[Provided data — start]

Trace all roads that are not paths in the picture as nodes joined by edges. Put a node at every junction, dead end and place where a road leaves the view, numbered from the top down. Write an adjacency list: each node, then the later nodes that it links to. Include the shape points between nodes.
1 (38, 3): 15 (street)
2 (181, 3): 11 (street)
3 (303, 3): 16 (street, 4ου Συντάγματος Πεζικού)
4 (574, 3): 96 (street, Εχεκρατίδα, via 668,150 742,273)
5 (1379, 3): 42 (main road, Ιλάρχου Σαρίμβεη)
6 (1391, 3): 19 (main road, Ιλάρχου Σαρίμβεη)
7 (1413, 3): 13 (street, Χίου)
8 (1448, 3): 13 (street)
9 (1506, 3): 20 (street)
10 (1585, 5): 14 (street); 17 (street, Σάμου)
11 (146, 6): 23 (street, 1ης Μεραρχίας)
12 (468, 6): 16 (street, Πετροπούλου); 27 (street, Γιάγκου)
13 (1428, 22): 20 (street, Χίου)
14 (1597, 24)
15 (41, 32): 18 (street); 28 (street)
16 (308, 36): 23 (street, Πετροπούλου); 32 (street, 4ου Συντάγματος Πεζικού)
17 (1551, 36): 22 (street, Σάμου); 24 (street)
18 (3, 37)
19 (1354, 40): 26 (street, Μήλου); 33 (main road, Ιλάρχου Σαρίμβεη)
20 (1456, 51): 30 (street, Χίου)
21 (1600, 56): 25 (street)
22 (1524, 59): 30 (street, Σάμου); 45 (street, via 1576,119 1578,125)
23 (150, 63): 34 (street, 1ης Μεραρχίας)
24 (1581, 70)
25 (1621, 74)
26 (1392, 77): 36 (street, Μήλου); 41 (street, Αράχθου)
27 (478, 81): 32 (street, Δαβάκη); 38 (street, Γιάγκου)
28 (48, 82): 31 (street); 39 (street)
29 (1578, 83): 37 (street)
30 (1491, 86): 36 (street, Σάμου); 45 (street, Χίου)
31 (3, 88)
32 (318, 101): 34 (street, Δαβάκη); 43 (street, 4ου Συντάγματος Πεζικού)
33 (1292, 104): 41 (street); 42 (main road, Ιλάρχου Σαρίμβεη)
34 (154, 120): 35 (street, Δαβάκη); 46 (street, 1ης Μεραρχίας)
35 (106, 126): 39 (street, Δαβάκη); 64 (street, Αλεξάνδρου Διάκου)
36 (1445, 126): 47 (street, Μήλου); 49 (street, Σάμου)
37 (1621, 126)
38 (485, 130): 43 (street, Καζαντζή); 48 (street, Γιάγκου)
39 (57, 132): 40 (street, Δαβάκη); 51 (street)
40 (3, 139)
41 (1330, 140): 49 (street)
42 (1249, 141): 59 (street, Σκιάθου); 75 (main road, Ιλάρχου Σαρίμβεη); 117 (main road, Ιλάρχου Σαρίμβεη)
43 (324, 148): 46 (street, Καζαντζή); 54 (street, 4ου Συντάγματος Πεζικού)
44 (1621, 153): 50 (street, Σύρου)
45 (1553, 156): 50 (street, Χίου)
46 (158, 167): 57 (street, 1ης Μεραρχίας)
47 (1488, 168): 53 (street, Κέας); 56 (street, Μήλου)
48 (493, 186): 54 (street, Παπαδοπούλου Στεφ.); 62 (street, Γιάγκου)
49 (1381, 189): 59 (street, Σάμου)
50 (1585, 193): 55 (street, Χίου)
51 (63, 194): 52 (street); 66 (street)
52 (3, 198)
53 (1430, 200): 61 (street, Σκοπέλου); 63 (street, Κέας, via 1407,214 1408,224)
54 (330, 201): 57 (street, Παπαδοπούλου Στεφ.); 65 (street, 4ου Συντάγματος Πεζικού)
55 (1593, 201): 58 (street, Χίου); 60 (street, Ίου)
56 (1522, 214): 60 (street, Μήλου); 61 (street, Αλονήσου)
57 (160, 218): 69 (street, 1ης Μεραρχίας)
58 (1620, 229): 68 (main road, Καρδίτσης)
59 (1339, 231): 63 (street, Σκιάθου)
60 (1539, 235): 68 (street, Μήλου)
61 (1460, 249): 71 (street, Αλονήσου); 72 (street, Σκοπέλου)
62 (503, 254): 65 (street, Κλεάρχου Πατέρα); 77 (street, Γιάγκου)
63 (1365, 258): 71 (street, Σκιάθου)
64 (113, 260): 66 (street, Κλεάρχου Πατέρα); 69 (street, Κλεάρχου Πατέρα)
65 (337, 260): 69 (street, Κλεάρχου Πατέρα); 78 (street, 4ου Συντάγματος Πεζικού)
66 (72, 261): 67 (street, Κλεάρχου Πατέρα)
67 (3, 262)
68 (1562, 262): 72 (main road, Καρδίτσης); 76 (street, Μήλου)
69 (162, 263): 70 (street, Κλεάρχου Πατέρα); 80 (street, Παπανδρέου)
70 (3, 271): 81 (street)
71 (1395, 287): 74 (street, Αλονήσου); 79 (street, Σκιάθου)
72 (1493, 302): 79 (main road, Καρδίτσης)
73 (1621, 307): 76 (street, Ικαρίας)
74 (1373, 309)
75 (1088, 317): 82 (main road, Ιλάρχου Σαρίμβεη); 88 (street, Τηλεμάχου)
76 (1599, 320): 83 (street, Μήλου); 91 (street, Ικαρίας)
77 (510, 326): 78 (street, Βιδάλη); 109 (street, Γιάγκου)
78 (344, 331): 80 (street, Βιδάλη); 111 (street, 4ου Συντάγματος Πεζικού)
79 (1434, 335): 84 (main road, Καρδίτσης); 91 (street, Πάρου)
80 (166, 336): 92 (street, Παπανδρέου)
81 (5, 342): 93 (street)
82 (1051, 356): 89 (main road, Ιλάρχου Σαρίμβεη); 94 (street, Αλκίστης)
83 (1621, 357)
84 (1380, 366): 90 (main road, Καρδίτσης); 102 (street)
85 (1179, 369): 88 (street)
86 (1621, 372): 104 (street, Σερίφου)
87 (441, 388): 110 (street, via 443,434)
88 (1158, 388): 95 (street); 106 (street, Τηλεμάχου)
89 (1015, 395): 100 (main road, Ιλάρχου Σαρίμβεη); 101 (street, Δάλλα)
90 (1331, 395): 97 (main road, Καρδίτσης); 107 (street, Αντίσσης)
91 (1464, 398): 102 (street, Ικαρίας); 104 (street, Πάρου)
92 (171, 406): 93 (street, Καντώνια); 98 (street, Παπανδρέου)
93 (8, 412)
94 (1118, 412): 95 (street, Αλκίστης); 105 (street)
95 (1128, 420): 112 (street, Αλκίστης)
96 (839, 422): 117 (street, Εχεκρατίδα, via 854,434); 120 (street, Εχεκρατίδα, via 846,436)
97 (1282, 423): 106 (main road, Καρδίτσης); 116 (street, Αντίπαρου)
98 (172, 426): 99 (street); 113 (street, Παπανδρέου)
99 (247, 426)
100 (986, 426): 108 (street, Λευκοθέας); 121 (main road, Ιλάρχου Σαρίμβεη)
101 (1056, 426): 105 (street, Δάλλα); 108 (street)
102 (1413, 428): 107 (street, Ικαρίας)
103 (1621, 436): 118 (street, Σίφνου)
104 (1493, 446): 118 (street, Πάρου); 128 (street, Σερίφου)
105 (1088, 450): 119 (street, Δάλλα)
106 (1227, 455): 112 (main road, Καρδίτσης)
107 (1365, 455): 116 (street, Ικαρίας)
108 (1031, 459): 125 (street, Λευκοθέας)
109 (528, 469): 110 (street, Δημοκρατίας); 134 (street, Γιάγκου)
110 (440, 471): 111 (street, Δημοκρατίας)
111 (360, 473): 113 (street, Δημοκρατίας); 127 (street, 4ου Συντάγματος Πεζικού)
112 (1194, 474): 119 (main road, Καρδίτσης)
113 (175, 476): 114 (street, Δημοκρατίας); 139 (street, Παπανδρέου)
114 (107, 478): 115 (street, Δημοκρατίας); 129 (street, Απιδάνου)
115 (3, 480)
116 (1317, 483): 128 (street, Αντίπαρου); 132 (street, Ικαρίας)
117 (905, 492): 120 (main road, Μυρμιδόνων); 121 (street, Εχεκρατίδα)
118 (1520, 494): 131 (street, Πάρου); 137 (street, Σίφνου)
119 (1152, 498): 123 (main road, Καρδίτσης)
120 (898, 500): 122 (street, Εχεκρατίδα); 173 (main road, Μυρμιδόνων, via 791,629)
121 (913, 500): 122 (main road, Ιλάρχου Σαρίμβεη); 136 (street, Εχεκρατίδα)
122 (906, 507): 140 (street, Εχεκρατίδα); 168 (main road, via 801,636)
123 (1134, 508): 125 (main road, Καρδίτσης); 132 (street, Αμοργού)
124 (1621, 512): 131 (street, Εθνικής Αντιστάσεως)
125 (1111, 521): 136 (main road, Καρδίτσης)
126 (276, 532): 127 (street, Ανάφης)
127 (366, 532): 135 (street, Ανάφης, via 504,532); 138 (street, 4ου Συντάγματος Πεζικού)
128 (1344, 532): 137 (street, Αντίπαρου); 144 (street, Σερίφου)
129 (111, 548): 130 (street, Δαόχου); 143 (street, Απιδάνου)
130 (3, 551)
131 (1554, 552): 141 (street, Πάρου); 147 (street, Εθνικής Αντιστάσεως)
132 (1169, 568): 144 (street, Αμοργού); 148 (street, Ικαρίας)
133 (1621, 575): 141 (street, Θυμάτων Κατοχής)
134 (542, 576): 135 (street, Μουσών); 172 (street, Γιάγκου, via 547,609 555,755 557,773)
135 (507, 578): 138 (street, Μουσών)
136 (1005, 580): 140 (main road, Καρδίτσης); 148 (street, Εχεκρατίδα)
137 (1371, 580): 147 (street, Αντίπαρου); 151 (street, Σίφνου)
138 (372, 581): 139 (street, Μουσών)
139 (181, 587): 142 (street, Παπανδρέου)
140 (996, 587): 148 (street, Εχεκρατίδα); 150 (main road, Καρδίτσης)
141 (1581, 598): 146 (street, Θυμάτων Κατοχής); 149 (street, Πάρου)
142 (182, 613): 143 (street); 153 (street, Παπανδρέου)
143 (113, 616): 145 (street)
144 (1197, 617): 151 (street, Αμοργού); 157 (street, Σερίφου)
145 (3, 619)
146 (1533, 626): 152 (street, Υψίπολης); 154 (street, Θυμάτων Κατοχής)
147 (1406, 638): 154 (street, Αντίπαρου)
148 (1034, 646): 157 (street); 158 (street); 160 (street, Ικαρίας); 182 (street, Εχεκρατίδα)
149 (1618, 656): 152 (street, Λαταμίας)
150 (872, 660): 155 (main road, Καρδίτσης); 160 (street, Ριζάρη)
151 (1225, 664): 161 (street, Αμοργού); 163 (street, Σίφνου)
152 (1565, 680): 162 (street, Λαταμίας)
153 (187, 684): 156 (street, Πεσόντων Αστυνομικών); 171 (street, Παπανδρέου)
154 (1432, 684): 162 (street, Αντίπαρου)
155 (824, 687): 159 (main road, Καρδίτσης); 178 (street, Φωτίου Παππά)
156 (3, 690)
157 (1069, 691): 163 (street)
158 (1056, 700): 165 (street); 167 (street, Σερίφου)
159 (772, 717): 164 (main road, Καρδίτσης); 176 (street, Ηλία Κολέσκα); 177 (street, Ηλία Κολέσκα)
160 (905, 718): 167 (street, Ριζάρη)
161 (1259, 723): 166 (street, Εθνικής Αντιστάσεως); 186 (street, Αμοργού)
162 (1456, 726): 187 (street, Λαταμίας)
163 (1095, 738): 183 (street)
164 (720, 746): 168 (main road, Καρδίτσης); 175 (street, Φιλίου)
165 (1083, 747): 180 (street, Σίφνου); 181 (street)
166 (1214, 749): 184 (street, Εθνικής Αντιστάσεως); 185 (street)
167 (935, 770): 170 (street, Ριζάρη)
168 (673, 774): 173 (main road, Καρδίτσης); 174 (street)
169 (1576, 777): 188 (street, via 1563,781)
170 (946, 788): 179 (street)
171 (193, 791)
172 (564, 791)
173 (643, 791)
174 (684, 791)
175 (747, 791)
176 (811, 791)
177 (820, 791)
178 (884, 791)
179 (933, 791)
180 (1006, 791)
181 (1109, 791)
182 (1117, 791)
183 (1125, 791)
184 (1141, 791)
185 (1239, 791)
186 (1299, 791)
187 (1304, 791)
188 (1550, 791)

[Provided data — finish]

▸ **Task goal**
Copy out, from the data above, every line holding the word "Κλεάρχου".

▸ **Final answer**
62 (503, 254): 65 (street, Κλεάρχου Πατέρα); 77 (street, Γιάγκου)
64 (113, 260): 66 (street, Κλεάρχου Πατέρα); 69 (street, Κλεάρχου Πατέρα)
65 (337, 260): 69 (street, Κλεάρχου Πατέρα); 78 (street, 4ου Συντάγματος Πεζικού)
66 (72, 261): 67 (street, Κλεάρχου Πατέρα)
69 (162, 263): 70 (street, Κλεάρχου Πατέρα); 80 (street, Παπανδρέου)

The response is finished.